• Required work
Using the string "down" as the key, pull each matching line out of the records below.

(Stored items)
Content starts

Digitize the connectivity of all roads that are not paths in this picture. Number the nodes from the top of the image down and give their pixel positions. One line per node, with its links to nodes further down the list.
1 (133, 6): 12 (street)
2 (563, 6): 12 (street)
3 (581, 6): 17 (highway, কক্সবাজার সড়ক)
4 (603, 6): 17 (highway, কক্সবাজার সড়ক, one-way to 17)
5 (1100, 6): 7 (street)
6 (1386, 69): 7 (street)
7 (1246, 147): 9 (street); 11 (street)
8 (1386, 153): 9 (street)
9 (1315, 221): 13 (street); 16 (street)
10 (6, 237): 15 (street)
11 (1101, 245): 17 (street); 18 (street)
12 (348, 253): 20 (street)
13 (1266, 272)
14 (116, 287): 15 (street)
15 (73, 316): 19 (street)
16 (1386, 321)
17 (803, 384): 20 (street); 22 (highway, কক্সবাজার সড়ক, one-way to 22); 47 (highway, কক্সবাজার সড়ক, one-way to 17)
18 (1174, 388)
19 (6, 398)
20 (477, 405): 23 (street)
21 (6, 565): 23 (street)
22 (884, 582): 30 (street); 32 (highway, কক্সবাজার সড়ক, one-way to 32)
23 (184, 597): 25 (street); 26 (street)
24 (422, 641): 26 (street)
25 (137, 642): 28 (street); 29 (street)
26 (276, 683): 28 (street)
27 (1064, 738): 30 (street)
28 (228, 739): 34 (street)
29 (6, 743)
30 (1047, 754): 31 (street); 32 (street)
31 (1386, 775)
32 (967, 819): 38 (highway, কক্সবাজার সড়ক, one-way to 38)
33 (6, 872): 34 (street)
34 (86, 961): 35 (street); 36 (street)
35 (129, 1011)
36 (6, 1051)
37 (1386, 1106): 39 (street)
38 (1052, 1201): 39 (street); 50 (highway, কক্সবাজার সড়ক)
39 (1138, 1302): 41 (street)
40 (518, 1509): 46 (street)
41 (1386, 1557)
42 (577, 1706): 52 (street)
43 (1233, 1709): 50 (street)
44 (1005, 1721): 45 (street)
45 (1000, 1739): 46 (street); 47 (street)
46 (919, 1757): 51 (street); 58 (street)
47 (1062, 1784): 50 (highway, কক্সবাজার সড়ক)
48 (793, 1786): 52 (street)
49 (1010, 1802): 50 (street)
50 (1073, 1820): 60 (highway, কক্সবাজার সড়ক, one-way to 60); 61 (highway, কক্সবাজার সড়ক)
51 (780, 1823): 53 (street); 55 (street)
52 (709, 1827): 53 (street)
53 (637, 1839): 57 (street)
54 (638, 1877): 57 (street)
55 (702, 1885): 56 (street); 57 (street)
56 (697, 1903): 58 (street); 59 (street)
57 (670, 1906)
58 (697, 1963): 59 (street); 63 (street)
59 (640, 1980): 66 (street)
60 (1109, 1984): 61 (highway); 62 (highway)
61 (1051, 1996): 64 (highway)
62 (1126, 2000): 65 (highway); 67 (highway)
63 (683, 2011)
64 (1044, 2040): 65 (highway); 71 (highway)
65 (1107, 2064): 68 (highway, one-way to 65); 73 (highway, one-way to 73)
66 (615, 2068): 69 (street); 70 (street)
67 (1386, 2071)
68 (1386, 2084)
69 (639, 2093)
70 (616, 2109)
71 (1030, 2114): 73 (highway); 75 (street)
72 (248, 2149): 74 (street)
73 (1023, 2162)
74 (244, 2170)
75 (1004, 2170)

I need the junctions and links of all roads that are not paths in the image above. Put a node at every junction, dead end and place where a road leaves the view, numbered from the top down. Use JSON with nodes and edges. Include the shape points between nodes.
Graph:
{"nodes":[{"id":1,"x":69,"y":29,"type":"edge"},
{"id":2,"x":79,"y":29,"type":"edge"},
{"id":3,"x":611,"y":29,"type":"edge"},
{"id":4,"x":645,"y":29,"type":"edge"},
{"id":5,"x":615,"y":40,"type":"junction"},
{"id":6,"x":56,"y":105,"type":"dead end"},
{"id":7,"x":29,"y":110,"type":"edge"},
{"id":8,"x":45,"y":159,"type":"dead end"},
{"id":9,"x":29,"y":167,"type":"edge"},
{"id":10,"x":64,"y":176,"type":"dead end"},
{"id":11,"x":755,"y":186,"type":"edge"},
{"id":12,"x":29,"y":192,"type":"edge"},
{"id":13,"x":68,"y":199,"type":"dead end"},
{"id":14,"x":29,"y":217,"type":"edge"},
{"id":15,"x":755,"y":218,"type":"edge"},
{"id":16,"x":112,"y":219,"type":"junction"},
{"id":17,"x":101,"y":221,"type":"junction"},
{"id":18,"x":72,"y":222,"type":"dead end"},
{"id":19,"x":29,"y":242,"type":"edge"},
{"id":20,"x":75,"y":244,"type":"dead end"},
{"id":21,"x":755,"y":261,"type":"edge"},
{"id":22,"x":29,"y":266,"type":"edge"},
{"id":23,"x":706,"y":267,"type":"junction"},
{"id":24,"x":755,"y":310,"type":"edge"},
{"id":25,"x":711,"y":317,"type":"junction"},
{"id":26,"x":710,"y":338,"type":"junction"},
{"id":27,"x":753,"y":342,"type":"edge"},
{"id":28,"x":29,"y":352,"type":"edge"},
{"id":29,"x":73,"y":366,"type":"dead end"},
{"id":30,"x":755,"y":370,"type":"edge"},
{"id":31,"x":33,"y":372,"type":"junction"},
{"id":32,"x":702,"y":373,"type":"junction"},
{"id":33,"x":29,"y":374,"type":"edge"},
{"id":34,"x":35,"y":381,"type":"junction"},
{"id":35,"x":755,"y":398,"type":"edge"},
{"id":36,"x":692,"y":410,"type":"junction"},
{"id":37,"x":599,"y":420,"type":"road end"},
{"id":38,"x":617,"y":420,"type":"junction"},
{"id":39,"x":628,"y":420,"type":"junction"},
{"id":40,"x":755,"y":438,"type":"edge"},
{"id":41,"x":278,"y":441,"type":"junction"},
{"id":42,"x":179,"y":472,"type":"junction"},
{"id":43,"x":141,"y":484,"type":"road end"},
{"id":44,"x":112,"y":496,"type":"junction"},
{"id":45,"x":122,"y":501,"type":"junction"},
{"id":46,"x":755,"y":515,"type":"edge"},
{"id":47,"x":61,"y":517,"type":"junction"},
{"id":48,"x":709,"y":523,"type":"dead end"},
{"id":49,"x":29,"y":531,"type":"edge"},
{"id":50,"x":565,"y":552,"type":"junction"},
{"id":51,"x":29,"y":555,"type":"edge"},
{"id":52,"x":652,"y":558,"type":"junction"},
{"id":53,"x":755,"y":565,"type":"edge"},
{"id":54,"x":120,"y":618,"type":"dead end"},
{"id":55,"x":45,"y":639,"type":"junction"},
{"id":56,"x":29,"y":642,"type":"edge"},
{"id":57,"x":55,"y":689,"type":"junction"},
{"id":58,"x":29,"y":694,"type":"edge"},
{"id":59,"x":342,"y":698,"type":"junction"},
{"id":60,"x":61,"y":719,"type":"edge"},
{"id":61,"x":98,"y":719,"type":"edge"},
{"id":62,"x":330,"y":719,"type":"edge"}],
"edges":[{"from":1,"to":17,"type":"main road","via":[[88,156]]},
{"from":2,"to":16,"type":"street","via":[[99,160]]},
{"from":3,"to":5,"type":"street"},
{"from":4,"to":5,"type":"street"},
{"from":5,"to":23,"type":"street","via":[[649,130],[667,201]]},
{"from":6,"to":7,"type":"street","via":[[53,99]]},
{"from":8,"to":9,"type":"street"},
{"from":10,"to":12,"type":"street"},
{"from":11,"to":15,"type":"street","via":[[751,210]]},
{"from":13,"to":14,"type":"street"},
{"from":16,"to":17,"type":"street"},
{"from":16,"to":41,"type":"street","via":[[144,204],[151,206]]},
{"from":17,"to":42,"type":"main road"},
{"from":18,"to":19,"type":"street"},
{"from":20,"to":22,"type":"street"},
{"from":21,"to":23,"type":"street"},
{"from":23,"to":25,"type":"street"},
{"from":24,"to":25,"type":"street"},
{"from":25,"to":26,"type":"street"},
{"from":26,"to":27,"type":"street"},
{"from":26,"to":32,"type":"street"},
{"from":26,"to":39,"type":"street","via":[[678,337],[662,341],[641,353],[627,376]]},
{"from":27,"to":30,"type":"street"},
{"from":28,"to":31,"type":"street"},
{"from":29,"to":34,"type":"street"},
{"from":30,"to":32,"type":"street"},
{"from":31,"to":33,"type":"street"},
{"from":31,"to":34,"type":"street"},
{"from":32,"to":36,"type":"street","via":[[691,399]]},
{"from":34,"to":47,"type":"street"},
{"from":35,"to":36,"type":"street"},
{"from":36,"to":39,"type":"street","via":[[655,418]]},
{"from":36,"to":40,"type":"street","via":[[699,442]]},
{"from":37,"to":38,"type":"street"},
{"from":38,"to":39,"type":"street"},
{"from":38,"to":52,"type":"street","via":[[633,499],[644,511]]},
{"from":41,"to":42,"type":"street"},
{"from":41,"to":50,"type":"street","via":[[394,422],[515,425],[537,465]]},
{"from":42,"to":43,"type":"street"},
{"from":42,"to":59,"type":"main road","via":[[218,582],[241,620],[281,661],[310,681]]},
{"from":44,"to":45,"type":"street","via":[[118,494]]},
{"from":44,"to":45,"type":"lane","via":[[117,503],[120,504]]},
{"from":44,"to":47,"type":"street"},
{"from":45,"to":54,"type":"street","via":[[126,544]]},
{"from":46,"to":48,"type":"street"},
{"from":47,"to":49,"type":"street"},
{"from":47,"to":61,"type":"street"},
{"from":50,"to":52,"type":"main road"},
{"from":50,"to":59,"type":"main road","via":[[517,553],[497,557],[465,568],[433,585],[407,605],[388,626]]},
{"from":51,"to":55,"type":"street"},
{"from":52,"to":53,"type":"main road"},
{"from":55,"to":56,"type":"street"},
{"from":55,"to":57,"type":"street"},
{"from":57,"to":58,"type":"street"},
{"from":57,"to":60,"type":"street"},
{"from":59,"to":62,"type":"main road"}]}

Content ends

• Exercise result
Digitize the connectivity of all roads that are not paths in this picture. Number the nodes from the top of the image down and give their pixel positions. One line per node, with its links to nodes further down the list.
I need the junctions and links of all roads that are not paths in the image above. Put a node at every junction, dead end and place where a road leaves the view, numbered from the top down. Use JSON with nodes and edges. Include the shape points between nodes.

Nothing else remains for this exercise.